Oleh: Ruslan Sangadji / Kaidah.ID
PRESIDEN PRABOWO SUBIANTO berpidato di mimbar, di hadapan ribuan kader Partai Golkar pada Puncak Perayaan HUT ke-61 partai itu, Jumat, 5 Desember 2025 malam di Istora Senayan, Jakarta.
Dengan cara dan gaya yang khas: tenang, tetapi penuh energi menyebut nama Bahlil Lahadalia, Ketua Umum Partai Golkar yang juga Menteri ESDM. Ekspresi Presiden Prabowo berubah, ada kehangatan dan ketulusan yang sulit disembunyikan.
“Pak Bahlil ini memang harus saya akui orang yang sangat cerdas… semua acara sangat detail dan beliau turun langsung ke lapangan,” begitu tende Presiden Prabowo.
“Orang Indonesia Timur itu memang sifatnya itu setia, keras-keras. Tapi kalau sudah menetapkan hatinya, dia setia sampai mati. Ini ciri khas orang Indonesia Timur,” tende Presiden Prabowo lagi.
Tak ada yang berlebihan, tak ada yang dibuat-buat. Itu bukan sekadar pujian seorang presiden kepada menterinya. Itu adalah tende.

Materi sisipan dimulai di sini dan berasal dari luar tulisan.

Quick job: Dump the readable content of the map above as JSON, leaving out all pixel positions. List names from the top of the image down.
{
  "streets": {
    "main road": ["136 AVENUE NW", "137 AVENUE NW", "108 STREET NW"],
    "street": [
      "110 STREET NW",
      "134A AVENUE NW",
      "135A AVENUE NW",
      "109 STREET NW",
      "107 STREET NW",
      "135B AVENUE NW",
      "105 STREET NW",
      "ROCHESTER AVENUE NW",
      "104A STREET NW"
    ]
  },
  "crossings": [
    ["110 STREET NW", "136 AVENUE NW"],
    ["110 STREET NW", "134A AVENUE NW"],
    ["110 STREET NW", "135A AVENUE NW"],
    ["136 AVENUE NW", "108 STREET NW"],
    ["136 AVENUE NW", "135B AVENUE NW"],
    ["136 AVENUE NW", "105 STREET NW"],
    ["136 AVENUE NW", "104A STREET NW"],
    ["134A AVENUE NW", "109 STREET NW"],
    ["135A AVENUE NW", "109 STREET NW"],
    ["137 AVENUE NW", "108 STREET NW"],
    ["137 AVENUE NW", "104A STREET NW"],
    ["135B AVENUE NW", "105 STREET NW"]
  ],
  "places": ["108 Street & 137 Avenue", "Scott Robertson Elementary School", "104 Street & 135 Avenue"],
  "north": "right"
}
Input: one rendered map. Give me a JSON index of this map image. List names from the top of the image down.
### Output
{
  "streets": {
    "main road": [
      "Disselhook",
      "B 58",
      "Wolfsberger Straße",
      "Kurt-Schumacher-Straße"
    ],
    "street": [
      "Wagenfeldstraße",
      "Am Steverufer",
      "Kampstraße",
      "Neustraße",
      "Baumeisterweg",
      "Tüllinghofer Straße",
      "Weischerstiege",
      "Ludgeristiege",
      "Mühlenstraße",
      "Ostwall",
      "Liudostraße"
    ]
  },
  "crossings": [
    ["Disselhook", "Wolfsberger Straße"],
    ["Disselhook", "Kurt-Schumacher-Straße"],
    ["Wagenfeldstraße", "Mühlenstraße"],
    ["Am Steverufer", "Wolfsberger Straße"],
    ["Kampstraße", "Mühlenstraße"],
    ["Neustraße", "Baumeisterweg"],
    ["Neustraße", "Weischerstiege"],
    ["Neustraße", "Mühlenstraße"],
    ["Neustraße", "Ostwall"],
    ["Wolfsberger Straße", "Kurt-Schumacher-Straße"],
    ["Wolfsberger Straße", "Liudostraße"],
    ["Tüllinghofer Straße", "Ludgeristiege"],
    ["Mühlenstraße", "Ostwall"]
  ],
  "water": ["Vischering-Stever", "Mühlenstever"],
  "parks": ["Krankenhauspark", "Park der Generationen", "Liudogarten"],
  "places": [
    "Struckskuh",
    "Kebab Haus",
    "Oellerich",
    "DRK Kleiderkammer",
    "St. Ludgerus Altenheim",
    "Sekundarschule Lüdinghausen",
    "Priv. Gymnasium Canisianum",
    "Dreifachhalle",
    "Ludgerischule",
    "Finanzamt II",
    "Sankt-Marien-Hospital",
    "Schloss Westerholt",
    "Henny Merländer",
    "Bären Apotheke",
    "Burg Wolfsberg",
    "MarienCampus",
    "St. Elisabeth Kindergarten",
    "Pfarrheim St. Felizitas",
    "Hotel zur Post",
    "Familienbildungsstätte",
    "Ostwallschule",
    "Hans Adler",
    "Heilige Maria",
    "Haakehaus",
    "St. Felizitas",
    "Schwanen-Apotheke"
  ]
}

Di Tanah Kaili, khususnya di Palu, tende bukan sekadar kata-kata manis. Ia adalah bahasa hati. Cara untuk mengakui kelebihan orang lain tanpa rasa sungkan, dengan etika yang lembut namun kuat. Tende itu jembatan yang menyatukan, yang memuliakan, yang mengakrabkan.
Presiden Prabowo tahu betul bagaimana rasanya menjadi bagian dari karakter Indonesia Timur, keras, tegas, blak-blakan, tapi jika sudah percaya dan menghargai seseorang, kesetiaan tak pernah setengah-setengah.
Darah Minahasa dari ibunya membuat Presiden Prabowo paham bahasa-bahasa nonverbal itu: ketegasan yang dibalut kehangatan, dan penghormatan yang tidak perlu dirayakan dengan kata-kata rumit.
Maka ketika ia memuji Bahlil, itu bukan sekadar “presiden memuji menteri”. Itu adalah pengakuan yang lahir dari mata yang melihat kerja keras, dan dari hati yang memahami watak.
Menteri Hukum RI, Supratman Andi Agtas, saat Festival Tende di Palu beberapa waktu lalu, mendefinisikan tende adalah kemampuan untuk mengakui keunggulan orang lain dengan etika yang tepat, menghormati tanpa merendahkan diri, meninggikan tanpa melebih-lebihkan.
Begitulah nada yang terdengar dari Presiden Prabowo. Sederhana, tetapi bernilai.
Di baliknya, ada pesan yang lebih dalam: bahwa kepemimpinan bukan hanya soal kebijakan, tetapi soal penghargaan. Bahwa karakter Indonesia Timur yang kadang dianggap “keras”, sesungguhnya menyimpan tradisi ketulusan yang kuat. Dan bahwa tende adalah salah satu warisan tutur yang membuat hubungan antarmanusia tetap hangat di tengah hiruk pikuk politik dan kekuasaan.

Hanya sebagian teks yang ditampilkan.